Defining quality assessment of primary studies is an essential step in systematic reviews. Therefore, the risk of bias and applicability must be evaluated and scored in all studies, especially those focused on diagnostic accuracy. Hence, we applied QUADAS, a quality assessment tool, to all the selected studies. Concerning the risk of bias (Supplementary Table IX), on animal selection (domain 1) 18/33 (54.5%) studies had a low risk of bias, 15/33 (45.5%) high, and 0/33 (0.0%) unclear risk. Regarding the index test (domain 2), one study out of 33 (3.0%) had a low risk of bias, 29/33 (87.9%) had high risk, and 3/33 (9.1%) unclear risk. For the reference standard (domain 3), we observed a low risk of bias in 22/33 studies (66.7%), high risk in 9/33 (27.3%) and unclear risk in 2/33 (6.1%). Finally, flow and timing (domain 4) showed low risk of bias in 21/33 records (63.6%), high risk in 11/33 (33.3%), and unclear risk in 1/33 (3.0%). Many studies showed low concerns about applicability, especially regarding domain 3 (Supplementary Table X) In detail, in domain 1, low risk was reported in 29/33 (87.9%), high in 4/33 (12.1%), and unclear in 0/53 (0.0%). In domain 2, records had low risk in 25/33 (75.8%), high in 5/33 (15.1%) and unclear 3/33 (9.1%); whereas in domain 3 we observed low risk in 31/33 (93.9%) papers, high in 2/33 (6.1%) and unclear in 0/33 (0.0%).

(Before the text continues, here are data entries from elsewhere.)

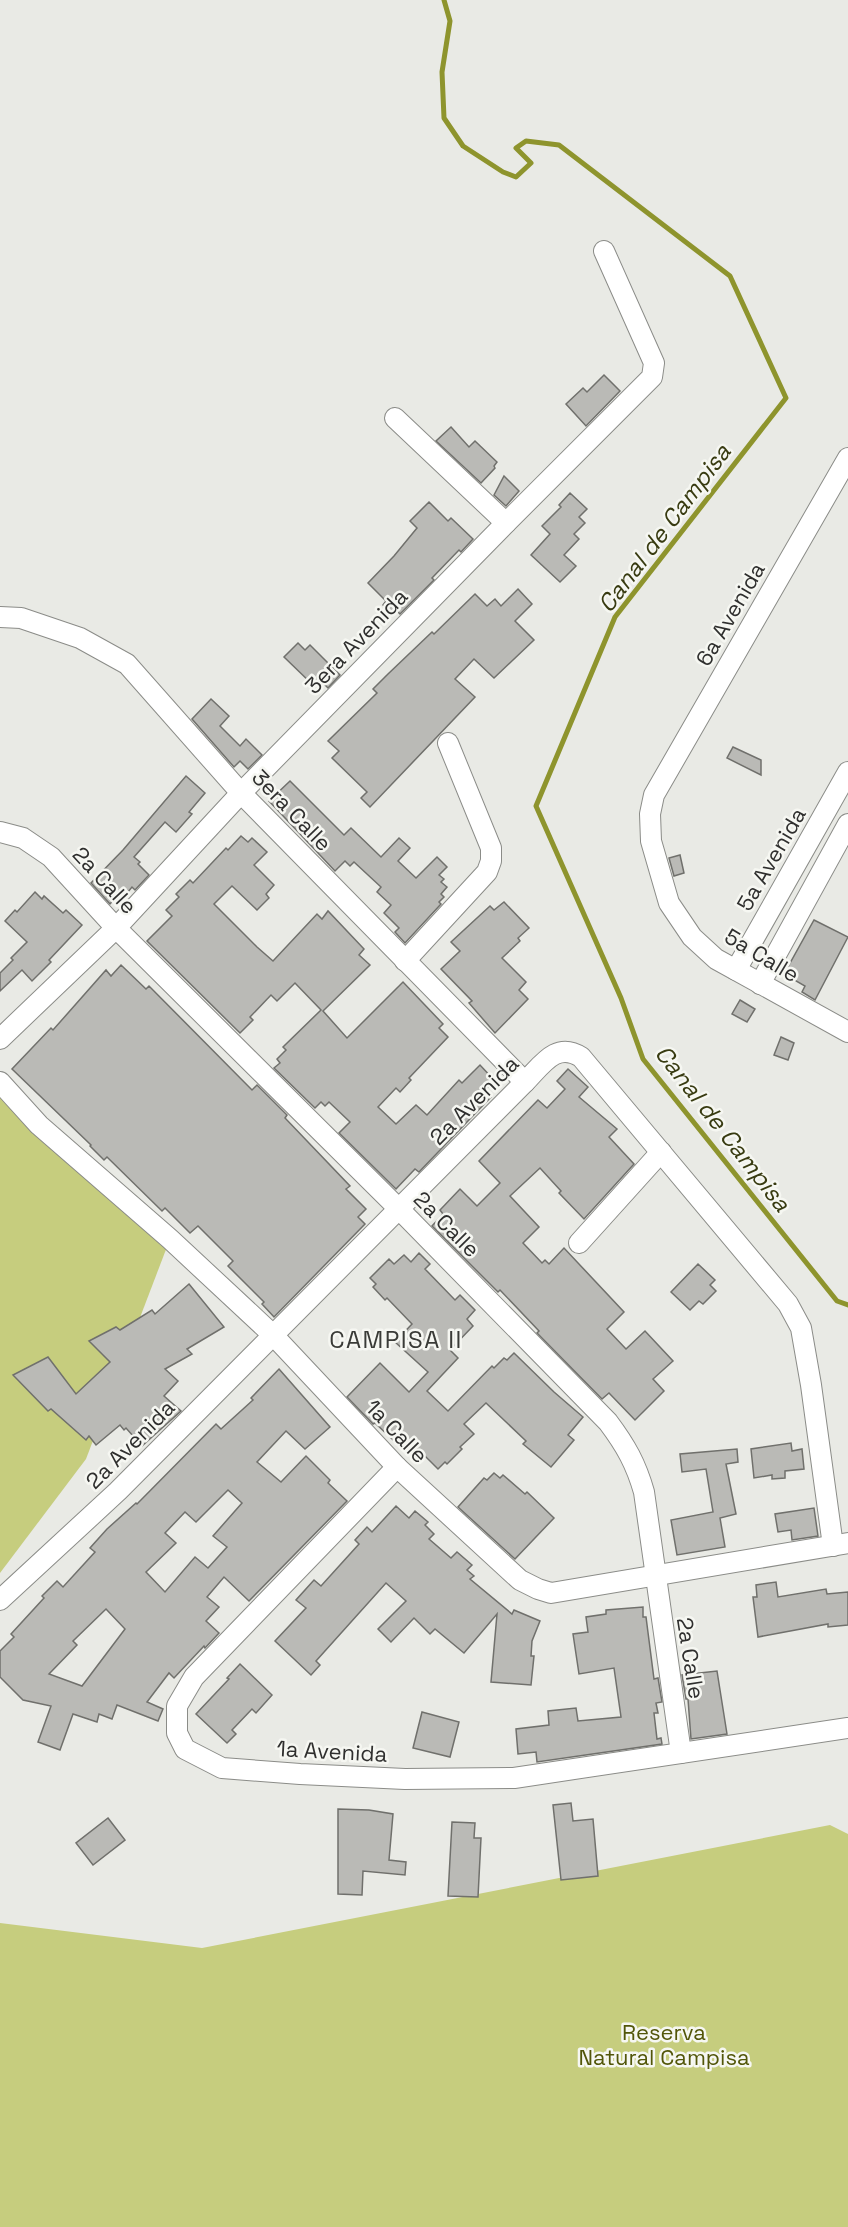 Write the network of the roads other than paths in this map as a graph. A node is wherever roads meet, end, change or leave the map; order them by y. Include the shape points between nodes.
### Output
1 (604, 250) dead end
2 (395, 418) dead end
3 (848, 458) edge
4 (506, 522) junction
5 (0, 617) edge
6 (448, 743) dead end
7 (848, 772) edge
8 (241, 793) junction
9 (654, 795) joint
10 (830, 806) junction
11 (848, 815) edge
12 (848, 824) edge
13 (0, 832) edge
14 (116, 928) junction
15 (405, 961) junction
16 (736, 970) junction
17 (760, 984) junction
18 (848, 1032) edge
19 (0, 1039) edge
20 (0, 1082) edge
21 (525, 1082) junction
22 (661, 1152) junction
23 (400, 1210) junction
24 (579, 1243) dead end
25 (273, 1335) junction
26 (397, 1467) junction
27 (841, 1545) edge
28 (655, 1575) junction
29 (0, 1600) edge
30 (848, 1728) edge
31 (681, 1753) junction

1 - 4 street, 3era Avenida via 654,363 652,377
2 - 4 street
3 - 9 street, 6a Avenida
4 - 8 street, 3era Avenida
5 - 8 street, 3era Calle via 21,618 80,638 127,664
6 - 15 street via 491,848 490,861 487,873
7 - 10 street, 5a Avenida
8 - 14 street, 3era Avenida
8 - 15 street, 3era Calle
9 - 16 street, 5a Calle via 651,842 669,903 692,937 716,959
10 - 11 street
10 - 16 street, 5a Avenida
12 - 17 street
13 - 14 street, 2a Calle via 23,838 51,857
14 - 19 street, 3era Avenida
14 - 23 street, 2a Calle
15 - 21 street, 3era Calle
16 - 17 street, 5a Calle
17 - 18 street, 5a Calle
20 - 25 street, 1a Calle via 39,1125
21 - 22 street, 2a Avenida via 551,1056 562,1050 573,1052
21 - 23 street, 2a Avenida
22 - 24 street
22 - 27 street, 2a Avenida via 788,1304 801,1328
23 - 25 street, 2a Avenida
23 - 28 street, 2a Calle via 609,1422 628,1449 644,1492
25 - 26 street, 1a Calle
25 - 29 street, 2a Avenida via 118,1491
26 - 28 street, 1a Calle via 520,1580 538,1589 551,1593
26 - 31 street, 1a Avenida via 194,1677 177,1706 177,1733 185,1749 222,1768 405,1779 514,1778
27 - 28 street, 1a Calle
28 - 31 street, 2a Calle
30 - 31 street, 1a Avenida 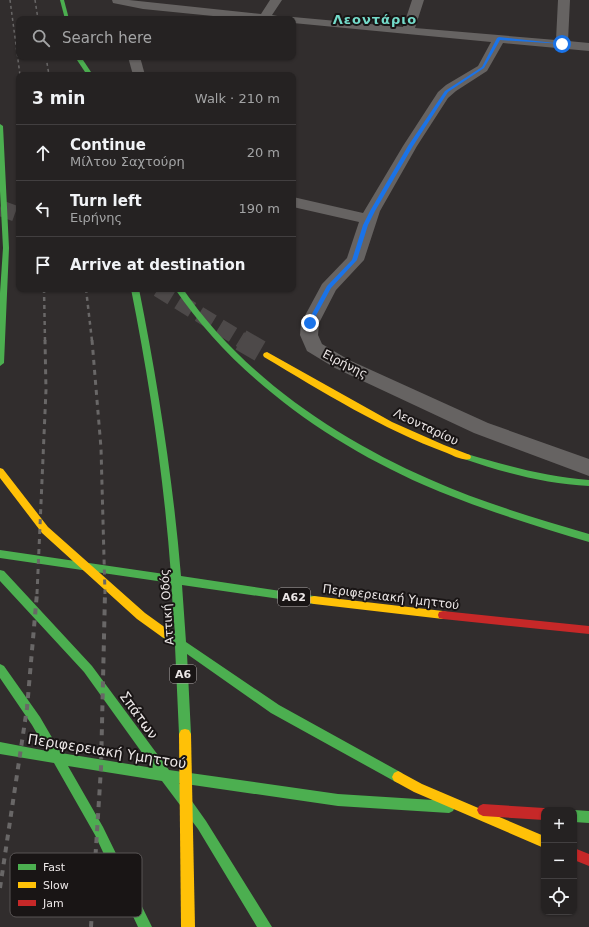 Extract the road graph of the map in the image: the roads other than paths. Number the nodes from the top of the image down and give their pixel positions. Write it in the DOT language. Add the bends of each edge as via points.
graph roads {
  1 [pos="62,0"];
  2 [pos="118,0"];
  3 [pos="276,0"];
  4 [pos="418,0"];
  5 [pos="564,0"];
  6 [pos="121,13"];
  7 [pos="66,16"];
  8 [pos="244,16"];
  9 [pos="265,16"];
  10 [pos="296,20"];
  11 [pos="408,30"];
  12 [pos="499,38"];
  13 [pos="562,44"];
  14 [pos="589,47"];
  15 [pos="78,60"];
  16 [pos="79,60"];
  17 [pos="135,60"];
  18 [pos="80,72"];
  19 [pos="88,72"];
  20 [pos="138,72"];
  21 [pos="0,126"];
  22 [pos="296,203"];
  23 [pos="368,219"];
  24 [pos="136,292"];
  25 [pos="181,292"];
  26 [pos="267,355"];
  27 [pos="0,363"];
  28 [pos="589,468"];
  29 [pos="0,471"];
  30 [pos="589,483"];
  31 [pos="589,538"];
  32 [pos="0,554"];
  33 [pos="0,574"];
  34 [pos="589,630"];
  35 [pos="0,669"];
  36 [pos="0,748"];
  37 [pos="541,814"];
  38 [pos="577,816"];
  39 [pos="589,817"];
  40 [pos="541,841"];
  41 [pos="110,853"];
  42 [pos="577,855"];
  43 [pos="589,860"];
  44 [pos="140,917"];
  45 [pos="145,927"];
  46 [pos="188,927"];
  47 [pos="265,927"];
  1 -- 7 [label="main road"];
  2 -- 6 [label="street"];
  2 -- 8 [label="street" via="143,6"];
  3 -- 9 [label="street"];
  4 -- 11 [label="street"];
  5 -- 13 [label="street"];
  10 -- 11 [label="street"];
  11 -- 12 [label="street"];
  12 -- 13 [label="street"];
  12 -- 23 [label="street, Ειρήνης" via="483,68 443,95"];
  13 -- 14 [label="street"];
  15 -- 18 [label="main road"];
  16 -- 19 [label="main road"];
  17 -- 20 [label="street"];
  21 -- 27 [label="main road" via="6,248"];
  22 -- 23 [label="street"];
  23 -- 28 [label="street, Ειρήνης" via="355,260 328,288 310,323 309,335 314,346 342,364 481,428"];
  24 -- 46 [label="main road, Αττική Οδός / Α6" via="164,457 176,566 185,707"];
  25 -- 31 [label="main road" via="203,323 256,377 334,432 380,459 451,492 527,520"];
  26 -- 30 [label="main road, Λεονταρίου" via="386,422 450,452 499,468 554,480"];
  29 -- 40 [label="main road" via="45,530 141,616 275,709 418,788"];
  32 -- 34 [label="main road, Περιφερειακή Υμηττού / Α62" via="282,596 480,620"];
  33 -- 47 [label="main road, Σπάτων" via="88,669 202,825"];
  35 -- 41 [label="main road" via="36,721"];
  36 -- 37 [label="main road, Περιφερειακή Υμηττού" via="99,766 338,800"];
  38 -- 39 [label="main road"];
  42 -- 43 [label="main road"];
  44 -- 45 [label="main road"];
} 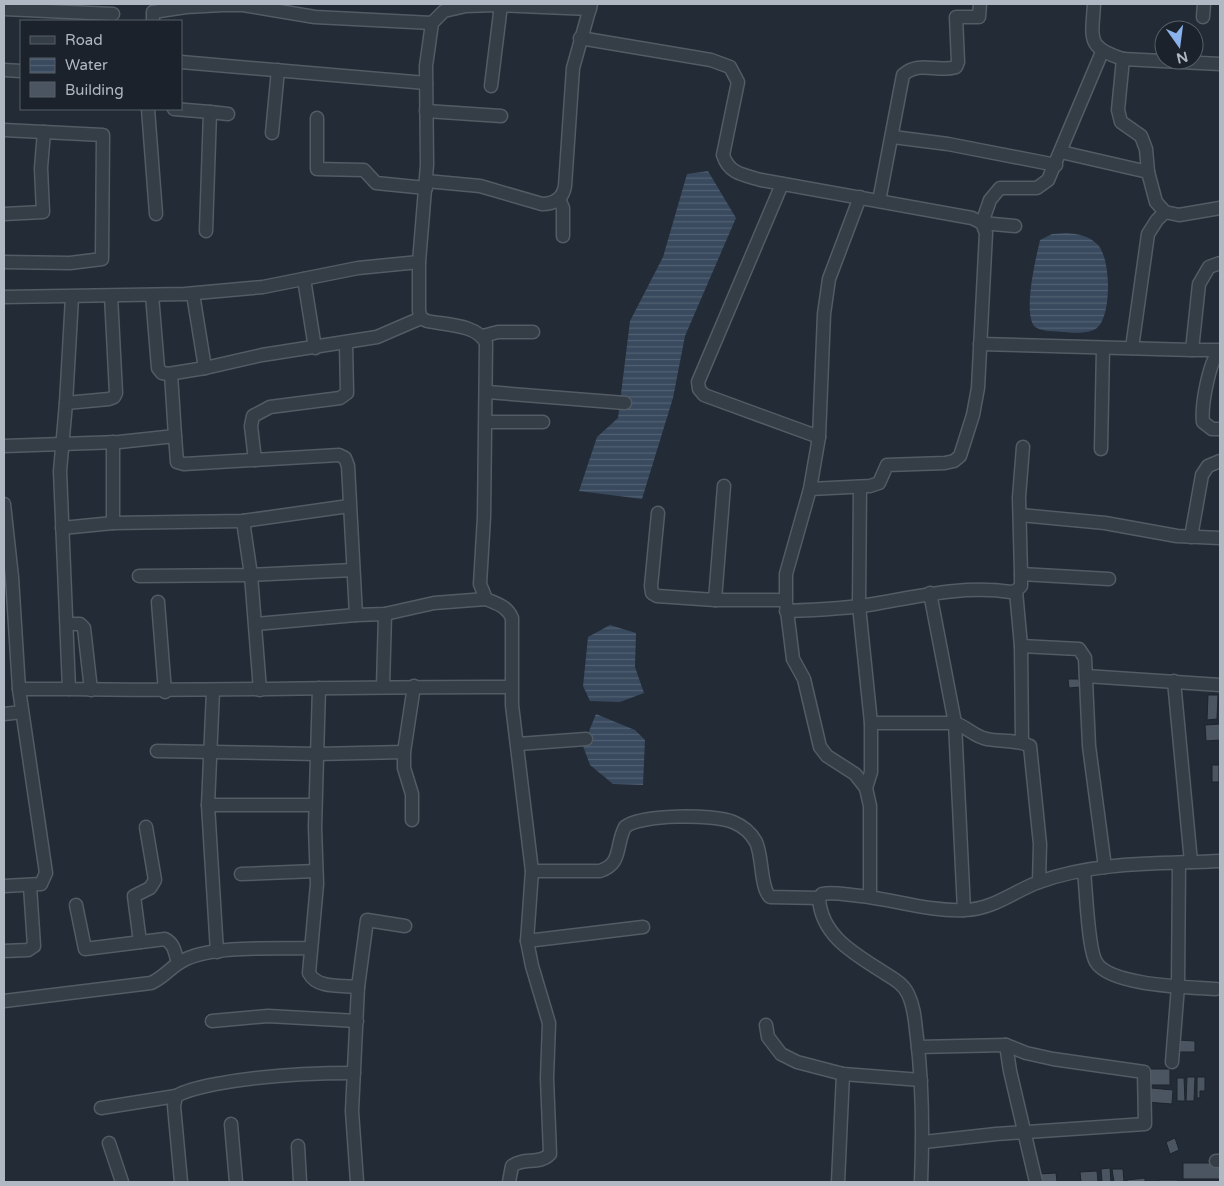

Conclusions and recommendations

Our work aimed at analytically assessing the scientific literature describing the use of non-enzymatic milk proteins as mastitis markers in dairy ruminant species with the PRISMA approach. Moreover, we aimed at summarizing and comparing the diagnostic performances of the immunoassays developed for their detection in the milk. As expected, the most frequently mentioned biomarkers were M-SAA, HP, CATH, and LF, which were investigated both in experimental/observational studies and in discovery/implementation approaches. Nonetheless, we observed several critical issues in study designs, reference standard methods (the lack of “gold standard”), index test (frequently performed without a blind approach), heterogeneity in the unit of measurement used for detecting the same biomarker, and the different type of statistical analysis performed, resulting in a heterogeneity of the collected data that was not amenable to meta-analysis. Unfortunately, this is a common finding in many meta-analyses and illustrates how important it is for case definitions and other criteria to be standardized between studies. Nevertheless, being related to the nature of the disease, some of these issues could hardly be solved, even because a truly reliable, sensitive, and specific reference diagnostic test does not exist. To deal with this, we applied an alternative synthesis method newly used in systematic reviews, the “Synthesis Without Meta-analysis” (SWiM), which improves transparency in reporting. The critical issues we observed further highlight the importance of title writing and keyword definition, both in the publishing and searching phases. When drafting these crucial parts of their manuscripts, using appropriate consensus terminology will maximize retrieval in bibliographic searches, enhancing article visibility and data usability.